The Rampart Dam or Rampart Canyon Dam was a project proposed in 1954 by the U.S. Army Corps of Engineers to dam the Yukon River in Alaska for hydroelectric power. The project was planned for Rampart Canyon (also known as Rampart Gorge) just 31 miles (50 km) southwest of the village of Rampart, Alaska and about 105 miles (169 km) west-northwest of Fairbanks, Alaska.

The resulting dam would have created a lake roughly the size of Lake Erie, making it the largest man-made reservoir in the world. The plan for the dam itself called for a concrete structure 530 feet (162 m) high with a top length of about 4,700 feet (1,430 m). The proposed power facilities would have consistently generated between 3.5 and 5 gigawatts of electricity, based on the flow of the river as it differs between winter and summer.

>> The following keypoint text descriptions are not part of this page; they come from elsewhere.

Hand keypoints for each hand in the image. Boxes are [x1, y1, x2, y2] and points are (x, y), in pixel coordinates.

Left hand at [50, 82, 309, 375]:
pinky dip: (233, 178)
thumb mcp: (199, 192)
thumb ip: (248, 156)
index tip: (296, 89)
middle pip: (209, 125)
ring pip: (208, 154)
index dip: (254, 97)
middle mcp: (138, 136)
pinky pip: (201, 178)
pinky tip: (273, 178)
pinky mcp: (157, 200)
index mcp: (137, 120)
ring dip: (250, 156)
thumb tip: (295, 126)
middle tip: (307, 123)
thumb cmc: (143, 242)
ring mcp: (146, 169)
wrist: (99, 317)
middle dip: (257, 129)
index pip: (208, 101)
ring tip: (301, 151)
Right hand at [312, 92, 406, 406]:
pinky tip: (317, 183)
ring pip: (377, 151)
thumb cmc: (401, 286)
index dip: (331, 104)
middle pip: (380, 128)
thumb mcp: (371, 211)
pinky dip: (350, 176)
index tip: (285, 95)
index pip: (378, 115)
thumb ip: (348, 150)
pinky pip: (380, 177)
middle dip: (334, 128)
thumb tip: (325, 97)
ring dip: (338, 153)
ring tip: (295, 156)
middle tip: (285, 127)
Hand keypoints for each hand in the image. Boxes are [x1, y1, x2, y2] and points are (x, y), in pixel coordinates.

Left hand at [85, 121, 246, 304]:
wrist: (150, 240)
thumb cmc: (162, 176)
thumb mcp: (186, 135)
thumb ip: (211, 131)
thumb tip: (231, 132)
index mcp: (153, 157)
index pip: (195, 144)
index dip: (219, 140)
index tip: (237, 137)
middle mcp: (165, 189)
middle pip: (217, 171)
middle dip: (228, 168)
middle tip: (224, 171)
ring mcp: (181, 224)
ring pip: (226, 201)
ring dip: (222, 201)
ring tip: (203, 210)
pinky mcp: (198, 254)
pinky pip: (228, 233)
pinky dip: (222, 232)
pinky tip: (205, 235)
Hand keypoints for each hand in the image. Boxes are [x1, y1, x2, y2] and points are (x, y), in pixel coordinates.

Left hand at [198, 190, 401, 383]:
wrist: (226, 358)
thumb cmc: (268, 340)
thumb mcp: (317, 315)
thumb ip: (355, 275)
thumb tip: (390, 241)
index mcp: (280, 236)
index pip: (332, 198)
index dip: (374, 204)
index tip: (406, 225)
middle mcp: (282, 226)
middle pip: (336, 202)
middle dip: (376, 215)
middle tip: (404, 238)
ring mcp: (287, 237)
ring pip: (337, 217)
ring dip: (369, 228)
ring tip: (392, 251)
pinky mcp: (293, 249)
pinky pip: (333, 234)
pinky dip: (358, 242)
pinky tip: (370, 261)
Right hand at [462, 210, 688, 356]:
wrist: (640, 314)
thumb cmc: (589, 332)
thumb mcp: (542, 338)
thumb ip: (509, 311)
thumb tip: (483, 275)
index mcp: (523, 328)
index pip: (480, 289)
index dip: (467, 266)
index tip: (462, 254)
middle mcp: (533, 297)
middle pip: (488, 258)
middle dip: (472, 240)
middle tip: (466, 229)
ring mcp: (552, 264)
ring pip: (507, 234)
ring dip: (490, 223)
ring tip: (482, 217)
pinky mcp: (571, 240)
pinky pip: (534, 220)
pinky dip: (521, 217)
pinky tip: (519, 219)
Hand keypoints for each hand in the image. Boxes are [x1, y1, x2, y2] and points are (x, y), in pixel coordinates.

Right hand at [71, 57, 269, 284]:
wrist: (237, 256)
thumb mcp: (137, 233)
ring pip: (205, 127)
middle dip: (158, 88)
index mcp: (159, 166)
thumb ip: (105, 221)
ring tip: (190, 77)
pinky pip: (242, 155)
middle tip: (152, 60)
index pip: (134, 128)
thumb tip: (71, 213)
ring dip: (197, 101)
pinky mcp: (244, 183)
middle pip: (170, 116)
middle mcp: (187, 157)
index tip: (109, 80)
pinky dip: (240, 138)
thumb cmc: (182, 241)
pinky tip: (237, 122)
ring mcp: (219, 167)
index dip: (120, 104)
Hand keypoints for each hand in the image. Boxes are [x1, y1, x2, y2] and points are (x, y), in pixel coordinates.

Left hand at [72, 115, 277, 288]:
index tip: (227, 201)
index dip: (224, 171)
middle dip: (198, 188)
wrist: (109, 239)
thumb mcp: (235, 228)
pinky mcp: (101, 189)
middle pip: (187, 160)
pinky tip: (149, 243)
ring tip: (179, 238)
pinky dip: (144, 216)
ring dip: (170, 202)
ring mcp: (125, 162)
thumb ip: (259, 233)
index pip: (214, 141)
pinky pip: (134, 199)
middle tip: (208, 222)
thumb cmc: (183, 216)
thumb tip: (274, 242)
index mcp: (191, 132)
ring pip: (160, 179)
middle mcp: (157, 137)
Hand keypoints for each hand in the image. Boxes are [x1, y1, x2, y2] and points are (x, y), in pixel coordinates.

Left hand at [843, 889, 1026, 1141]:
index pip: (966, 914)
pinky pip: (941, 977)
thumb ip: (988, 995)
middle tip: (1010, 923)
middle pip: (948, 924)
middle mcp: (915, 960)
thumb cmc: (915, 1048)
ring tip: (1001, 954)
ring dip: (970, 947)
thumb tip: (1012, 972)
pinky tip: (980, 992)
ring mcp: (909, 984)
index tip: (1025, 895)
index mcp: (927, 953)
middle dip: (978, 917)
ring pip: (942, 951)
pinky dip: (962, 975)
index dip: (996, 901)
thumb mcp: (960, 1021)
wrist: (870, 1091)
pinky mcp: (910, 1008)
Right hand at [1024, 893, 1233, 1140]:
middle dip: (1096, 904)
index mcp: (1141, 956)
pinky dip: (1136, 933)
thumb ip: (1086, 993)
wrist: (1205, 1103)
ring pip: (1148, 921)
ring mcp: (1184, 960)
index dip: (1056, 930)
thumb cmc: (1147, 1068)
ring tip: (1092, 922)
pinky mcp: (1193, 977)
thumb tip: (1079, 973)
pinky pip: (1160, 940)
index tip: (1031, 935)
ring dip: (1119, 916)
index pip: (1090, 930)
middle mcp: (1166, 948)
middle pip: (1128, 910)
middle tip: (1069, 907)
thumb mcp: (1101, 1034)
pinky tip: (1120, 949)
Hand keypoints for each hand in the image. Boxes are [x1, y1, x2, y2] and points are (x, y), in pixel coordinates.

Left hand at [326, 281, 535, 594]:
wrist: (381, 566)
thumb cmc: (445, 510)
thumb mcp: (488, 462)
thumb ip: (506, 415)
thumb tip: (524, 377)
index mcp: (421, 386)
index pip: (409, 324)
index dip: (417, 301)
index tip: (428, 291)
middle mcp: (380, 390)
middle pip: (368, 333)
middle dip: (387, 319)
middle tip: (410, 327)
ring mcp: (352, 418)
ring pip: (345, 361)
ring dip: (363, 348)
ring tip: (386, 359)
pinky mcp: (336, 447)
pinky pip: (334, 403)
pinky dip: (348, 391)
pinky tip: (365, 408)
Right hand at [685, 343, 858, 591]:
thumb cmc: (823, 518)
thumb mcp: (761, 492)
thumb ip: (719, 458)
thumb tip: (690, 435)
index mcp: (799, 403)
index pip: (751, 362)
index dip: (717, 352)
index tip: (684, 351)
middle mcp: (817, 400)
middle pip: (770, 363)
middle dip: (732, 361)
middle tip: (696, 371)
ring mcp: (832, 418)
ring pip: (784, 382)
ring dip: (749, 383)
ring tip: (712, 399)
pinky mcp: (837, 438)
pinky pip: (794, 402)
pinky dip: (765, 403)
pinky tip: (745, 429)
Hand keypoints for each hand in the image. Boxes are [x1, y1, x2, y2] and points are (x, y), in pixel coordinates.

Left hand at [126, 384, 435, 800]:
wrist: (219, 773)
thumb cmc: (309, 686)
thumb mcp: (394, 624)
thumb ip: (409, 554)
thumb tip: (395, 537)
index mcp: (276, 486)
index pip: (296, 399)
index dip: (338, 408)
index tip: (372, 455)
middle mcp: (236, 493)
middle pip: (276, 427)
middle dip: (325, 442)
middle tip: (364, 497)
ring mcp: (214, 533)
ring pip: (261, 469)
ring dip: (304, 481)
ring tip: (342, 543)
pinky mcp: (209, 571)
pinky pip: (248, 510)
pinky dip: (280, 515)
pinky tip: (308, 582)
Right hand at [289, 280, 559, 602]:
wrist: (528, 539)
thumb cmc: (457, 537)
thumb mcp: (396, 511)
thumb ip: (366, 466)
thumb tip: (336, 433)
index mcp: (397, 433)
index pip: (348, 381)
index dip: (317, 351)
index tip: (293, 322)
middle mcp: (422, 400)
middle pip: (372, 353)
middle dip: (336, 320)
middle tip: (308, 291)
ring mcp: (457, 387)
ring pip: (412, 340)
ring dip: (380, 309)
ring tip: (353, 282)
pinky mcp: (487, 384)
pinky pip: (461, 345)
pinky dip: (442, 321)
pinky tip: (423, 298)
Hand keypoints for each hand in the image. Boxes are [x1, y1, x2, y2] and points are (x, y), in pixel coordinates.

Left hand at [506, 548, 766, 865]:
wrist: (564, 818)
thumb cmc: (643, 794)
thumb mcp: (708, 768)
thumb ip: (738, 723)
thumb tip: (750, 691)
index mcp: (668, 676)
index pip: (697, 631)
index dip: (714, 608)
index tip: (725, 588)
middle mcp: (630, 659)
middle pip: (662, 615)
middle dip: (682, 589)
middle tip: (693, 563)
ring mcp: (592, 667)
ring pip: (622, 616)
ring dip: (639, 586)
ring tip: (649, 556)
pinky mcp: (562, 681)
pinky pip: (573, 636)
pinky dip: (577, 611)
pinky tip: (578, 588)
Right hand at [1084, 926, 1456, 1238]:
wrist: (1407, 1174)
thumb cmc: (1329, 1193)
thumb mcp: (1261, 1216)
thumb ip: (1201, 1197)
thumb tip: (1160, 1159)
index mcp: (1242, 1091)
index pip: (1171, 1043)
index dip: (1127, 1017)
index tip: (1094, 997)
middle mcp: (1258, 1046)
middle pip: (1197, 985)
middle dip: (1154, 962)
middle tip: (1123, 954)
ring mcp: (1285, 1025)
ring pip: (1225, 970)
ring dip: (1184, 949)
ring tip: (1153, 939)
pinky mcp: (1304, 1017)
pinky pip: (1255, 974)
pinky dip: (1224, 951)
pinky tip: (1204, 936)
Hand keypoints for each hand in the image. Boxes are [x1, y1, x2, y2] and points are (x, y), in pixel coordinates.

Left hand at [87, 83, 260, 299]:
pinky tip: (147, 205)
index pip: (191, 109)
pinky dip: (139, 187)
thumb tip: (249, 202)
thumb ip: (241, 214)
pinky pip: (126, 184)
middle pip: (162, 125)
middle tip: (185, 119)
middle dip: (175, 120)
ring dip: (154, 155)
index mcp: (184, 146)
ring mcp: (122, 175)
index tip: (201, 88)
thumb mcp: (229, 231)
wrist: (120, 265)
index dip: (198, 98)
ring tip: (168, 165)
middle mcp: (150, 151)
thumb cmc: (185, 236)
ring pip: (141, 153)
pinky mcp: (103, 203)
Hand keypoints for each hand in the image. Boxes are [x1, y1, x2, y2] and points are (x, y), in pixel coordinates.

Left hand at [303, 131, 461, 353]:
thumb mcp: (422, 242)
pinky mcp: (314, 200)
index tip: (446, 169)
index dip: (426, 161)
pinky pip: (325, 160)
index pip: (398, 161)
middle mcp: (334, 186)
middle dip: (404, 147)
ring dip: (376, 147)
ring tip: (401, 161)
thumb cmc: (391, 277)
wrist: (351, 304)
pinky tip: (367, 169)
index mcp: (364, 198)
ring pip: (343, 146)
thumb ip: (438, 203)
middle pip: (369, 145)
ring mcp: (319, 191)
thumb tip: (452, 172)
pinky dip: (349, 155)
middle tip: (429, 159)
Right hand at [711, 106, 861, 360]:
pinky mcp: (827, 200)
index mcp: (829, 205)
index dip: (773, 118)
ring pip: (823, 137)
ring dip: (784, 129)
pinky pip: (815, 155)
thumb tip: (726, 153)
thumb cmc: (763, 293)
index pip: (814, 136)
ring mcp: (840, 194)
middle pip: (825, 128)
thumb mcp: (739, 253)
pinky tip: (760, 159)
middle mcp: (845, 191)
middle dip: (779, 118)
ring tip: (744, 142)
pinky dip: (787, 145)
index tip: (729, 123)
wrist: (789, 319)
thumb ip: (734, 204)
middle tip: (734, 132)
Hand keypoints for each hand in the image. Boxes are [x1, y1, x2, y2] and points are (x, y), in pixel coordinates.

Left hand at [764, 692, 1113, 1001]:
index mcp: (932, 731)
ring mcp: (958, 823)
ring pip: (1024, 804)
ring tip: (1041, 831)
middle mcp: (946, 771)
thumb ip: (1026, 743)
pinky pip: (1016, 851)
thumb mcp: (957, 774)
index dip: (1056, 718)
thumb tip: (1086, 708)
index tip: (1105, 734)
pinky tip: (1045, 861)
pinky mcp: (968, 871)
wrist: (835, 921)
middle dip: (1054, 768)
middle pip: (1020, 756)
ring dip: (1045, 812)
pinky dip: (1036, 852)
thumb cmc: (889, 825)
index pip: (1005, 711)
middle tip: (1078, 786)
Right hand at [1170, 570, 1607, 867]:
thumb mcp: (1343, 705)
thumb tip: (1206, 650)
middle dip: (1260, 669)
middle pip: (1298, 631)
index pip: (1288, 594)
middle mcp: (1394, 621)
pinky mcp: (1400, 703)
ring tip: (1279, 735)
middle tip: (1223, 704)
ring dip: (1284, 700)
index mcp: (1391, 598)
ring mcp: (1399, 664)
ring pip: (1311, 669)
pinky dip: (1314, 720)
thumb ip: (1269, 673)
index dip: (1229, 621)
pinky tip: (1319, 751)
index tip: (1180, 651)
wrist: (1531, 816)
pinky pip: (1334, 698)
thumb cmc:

Though supported by many politicians and businesses in Alaska, the project was canceled after objections were raised. Native Alaskans in the area protested the threatened loss of nine villages that would be flooded by the dam. Conservation groups abhorred the threatened flooding of the Yukon Flats, a large area of wetlands that provides a critical breeding ground for millions of waterfowl. Fiscal conservatives opposed the dam on the grounds of its large cost and limited benefit to Americans outside Alaska.

Because of these objections, United States Secretary of the Interior Stewart Udall formally opposed construction of the dam in 1967, and the project was shelved. The U.S. Army Corps of Engineers nevertheless completed its engineering study of the project in 1971, and the final report was released to the public in 1979. In 1980, U.S. President Jimmy Carter created the Yukon Flats National Wildlife Sanctuary, which formally protected the area from development and disallowed any similar project.